▶ WHAT YOU SHOULD DO:
Among the entries below, how many lines hold the word "edge"? Reply with the number only.

▶ AVAILABLE DATA:
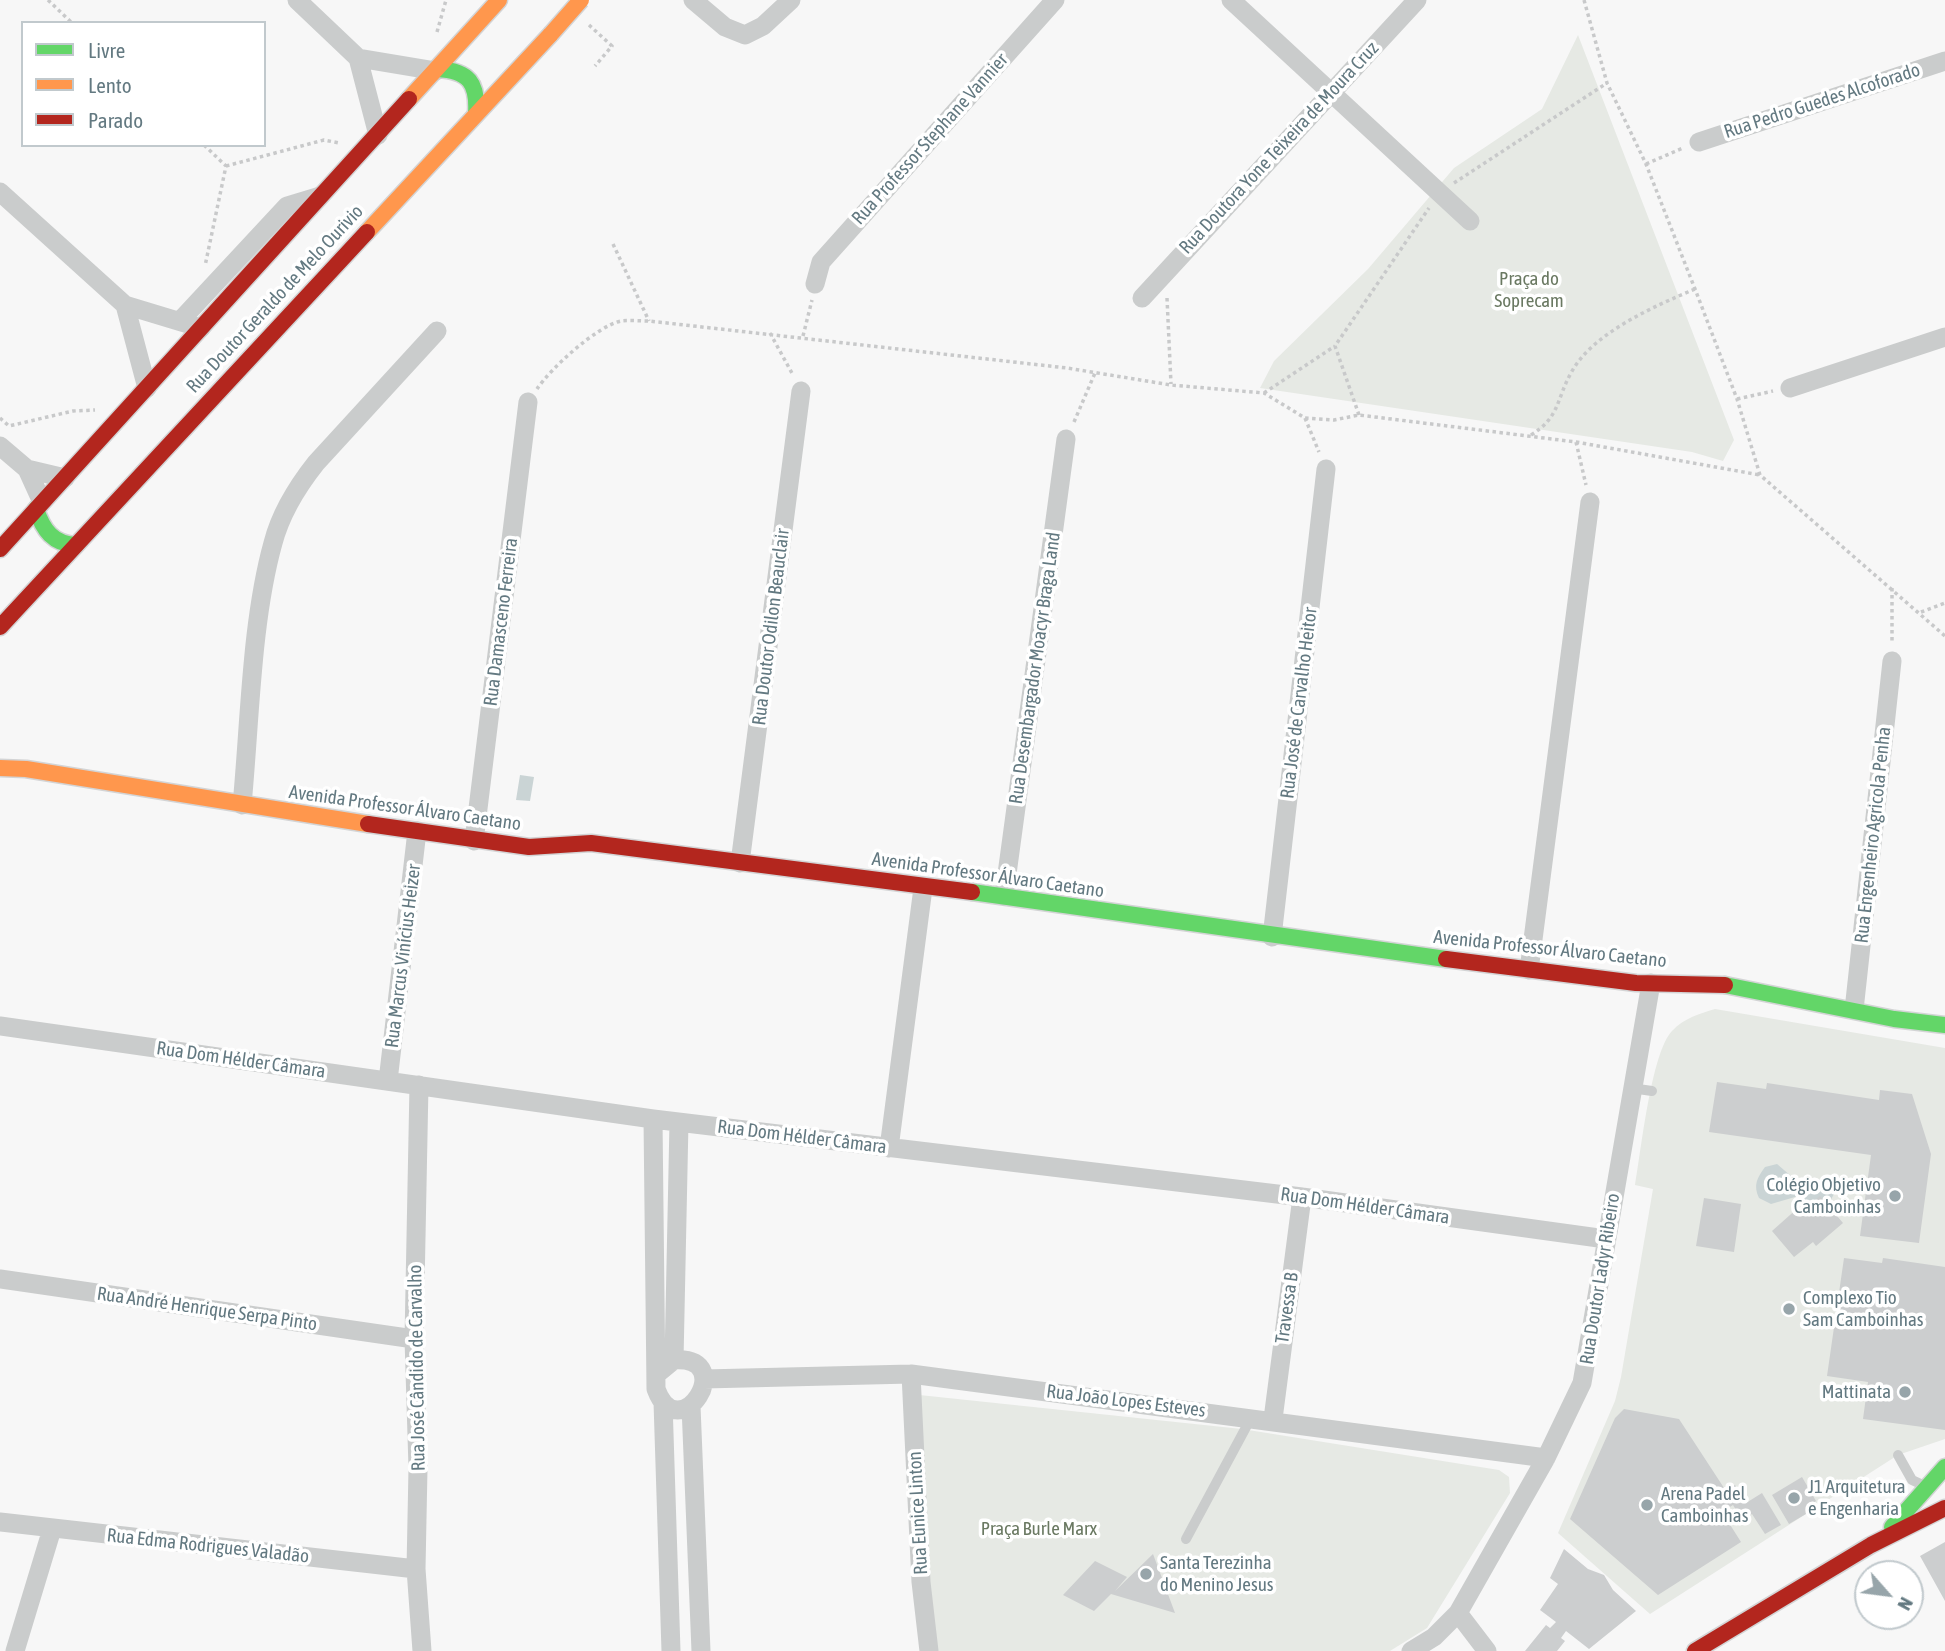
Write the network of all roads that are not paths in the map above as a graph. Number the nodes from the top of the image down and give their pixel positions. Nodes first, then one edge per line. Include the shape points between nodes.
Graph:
---
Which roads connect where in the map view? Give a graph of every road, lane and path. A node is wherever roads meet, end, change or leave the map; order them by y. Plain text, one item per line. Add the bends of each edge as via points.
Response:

▶ RESULT FOR THIS TASK:
2